▸ **Supplied data**:
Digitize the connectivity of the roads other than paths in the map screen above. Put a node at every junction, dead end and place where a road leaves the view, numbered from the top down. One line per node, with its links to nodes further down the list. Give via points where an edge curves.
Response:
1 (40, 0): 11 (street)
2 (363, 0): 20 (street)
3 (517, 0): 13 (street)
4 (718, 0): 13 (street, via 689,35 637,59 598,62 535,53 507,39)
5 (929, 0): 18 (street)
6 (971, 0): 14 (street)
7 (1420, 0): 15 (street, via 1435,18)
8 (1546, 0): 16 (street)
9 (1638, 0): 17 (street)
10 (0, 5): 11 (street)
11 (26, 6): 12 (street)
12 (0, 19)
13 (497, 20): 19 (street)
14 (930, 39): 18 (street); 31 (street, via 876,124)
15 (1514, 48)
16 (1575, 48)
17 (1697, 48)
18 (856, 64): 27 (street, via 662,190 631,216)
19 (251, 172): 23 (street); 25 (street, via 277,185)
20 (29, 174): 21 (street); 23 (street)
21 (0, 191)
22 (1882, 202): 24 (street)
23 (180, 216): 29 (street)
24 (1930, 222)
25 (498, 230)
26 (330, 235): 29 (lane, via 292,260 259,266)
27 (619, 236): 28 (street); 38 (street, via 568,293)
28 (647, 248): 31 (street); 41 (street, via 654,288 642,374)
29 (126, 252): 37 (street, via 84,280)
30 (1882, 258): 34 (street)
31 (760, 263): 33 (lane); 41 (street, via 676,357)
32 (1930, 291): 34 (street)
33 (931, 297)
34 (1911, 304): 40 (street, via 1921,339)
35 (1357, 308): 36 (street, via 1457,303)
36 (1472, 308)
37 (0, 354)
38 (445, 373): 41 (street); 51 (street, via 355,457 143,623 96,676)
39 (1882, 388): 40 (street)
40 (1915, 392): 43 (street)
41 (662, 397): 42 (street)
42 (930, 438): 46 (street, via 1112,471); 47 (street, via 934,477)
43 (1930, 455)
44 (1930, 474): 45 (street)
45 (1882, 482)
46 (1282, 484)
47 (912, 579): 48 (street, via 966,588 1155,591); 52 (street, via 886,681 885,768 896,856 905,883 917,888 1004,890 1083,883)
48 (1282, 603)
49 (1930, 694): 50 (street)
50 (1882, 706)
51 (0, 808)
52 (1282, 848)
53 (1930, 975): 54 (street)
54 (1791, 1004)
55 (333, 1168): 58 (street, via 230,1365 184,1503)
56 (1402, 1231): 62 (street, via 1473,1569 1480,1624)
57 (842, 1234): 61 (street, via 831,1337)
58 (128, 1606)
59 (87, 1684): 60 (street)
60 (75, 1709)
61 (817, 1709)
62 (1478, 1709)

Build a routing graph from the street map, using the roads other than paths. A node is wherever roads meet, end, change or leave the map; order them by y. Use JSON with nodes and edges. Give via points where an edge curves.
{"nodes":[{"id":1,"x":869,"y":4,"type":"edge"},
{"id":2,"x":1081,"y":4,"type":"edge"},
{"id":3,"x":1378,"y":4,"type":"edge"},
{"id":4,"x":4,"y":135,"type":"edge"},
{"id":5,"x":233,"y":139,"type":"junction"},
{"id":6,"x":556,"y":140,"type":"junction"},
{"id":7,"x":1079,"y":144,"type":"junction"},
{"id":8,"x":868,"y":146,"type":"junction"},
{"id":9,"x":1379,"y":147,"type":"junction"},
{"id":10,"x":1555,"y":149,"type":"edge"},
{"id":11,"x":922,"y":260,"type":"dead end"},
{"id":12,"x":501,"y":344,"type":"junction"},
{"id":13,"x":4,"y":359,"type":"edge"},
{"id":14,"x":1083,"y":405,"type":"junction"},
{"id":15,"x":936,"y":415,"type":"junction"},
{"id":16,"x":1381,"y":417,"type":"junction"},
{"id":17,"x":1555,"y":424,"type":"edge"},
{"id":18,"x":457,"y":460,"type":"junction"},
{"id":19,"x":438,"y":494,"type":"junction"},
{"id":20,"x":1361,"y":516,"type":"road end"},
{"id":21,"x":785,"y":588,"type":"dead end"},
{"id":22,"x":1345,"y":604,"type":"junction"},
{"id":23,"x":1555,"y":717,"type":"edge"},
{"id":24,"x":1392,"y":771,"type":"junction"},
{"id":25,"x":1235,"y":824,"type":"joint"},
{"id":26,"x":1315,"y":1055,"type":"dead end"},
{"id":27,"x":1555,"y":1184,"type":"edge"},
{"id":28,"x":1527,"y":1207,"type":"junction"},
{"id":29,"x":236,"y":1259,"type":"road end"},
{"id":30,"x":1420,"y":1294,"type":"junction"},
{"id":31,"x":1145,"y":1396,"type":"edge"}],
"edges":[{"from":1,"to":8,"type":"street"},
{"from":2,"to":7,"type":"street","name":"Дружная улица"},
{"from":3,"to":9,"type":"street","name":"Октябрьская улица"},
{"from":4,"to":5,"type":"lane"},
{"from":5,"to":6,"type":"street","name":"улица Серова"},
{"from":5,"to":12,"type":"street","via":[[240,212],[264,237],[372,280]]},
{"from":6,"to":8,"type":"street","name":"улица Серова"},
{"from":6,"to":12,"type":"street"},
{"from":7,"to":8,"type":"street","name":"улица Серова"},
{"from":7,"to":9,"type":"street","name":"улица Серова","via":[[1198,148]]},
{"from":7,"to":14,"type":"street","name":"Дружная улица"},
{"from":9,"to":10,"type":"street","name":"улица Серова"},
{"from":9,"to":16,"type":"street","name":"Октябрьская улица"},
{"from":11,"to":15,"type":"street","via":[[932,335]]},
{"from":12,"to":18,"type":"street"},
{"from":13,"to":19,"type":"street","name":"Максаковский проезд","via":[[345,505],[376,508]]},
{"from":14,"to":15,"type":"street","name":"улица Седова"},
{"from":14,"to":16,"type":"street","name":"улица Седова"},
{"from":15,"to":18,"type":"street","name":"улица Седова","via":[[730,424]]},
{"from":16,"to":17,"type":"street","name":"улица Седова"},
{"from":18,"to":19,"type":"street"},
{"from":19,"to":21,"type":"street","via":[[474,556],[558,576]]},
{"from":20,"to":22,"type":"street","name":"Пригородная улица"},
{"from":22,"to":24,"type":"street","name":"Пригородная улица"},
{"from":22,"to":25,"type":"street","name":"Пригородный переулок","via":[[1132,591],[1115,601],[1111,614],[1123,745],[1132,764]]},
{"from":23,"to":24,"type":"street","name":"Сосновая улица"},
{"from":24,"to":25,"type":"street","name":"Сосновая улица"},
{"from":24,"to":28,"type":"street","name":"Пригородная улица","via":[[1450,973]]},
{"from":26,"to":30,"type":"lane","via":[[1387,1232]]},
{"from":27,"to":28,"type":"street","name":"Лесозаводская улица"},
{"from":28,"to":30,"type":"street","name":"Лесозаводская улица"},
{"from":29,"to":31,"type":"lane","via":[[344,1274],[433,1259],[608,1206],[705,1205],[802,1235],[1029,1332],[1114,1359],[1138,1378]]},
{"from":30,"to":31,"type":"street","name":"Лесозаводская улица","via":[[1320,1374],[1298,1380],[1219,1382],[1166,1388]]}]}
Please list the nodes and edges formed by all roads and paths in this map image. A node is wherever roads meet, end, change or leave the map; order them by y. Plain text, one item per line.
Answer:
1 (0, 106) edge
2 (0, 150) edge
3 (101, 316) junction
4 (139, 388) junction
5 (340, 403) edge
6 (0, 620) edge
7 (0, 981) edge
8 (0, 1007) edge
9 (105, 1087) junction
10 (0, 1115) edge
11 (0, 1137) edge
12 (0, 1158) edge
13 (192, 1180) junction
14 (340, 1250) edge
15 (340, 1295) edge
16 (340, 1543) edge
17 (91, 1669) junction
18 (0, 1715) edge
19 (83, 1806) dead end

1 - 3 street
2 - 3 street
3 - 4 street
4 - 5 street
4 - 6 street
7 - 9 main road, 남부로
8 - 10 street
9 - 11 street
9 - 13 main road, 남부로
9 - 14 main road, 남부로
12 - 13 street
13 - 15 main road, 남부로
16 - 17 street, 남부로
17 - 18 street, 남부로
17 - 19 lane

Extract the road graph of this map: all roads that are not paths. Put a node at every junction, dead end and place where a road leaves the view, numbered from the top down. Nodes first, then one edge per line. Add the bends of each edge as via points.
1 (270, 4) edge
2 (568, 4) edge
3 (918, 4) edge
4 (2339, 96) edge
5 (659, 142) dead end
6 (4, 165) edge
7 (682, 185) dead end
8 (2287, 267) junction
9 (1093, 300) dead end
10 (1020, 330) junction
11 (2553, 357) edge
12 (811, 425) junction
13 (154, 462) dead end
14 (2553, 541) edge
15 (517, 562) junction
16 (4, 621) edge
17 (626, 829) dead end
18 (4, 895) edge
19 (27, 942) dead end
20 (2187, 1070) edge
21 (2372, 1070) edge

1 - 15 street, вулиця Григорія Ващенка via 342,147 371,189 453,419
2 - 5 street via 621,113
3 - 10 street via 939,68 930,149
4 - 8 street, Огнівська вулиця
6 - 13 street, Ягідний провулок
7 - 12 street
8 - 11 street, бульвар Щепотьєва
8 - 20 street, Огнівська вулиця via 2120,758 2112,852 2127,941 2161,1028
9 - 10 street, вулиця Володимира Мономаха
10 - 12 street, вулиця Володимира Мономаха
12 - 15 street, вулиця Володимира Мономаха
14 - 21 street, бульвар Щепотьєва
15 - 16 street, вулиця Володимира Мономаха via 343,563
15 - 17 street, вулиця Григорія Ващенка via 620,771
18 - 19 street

▸ **Task**: Copy out each line carrying the string "Серова" from the data.

▸ **Solution for this exercise**:
{"from":5,"to":6,"type":"street","name":"улица Серова"},
{"from":6,"to":8,"type":"street","name":"улица Серова"},
{"from":7,"to":8,"type":"street","name":"улица Серова"},
{"from":7,"to":9,"type":"street","name":"улица Серова","via":[[1198,148]]},
{"from":9,"to":10,"type":"street","name":"улица Серова"},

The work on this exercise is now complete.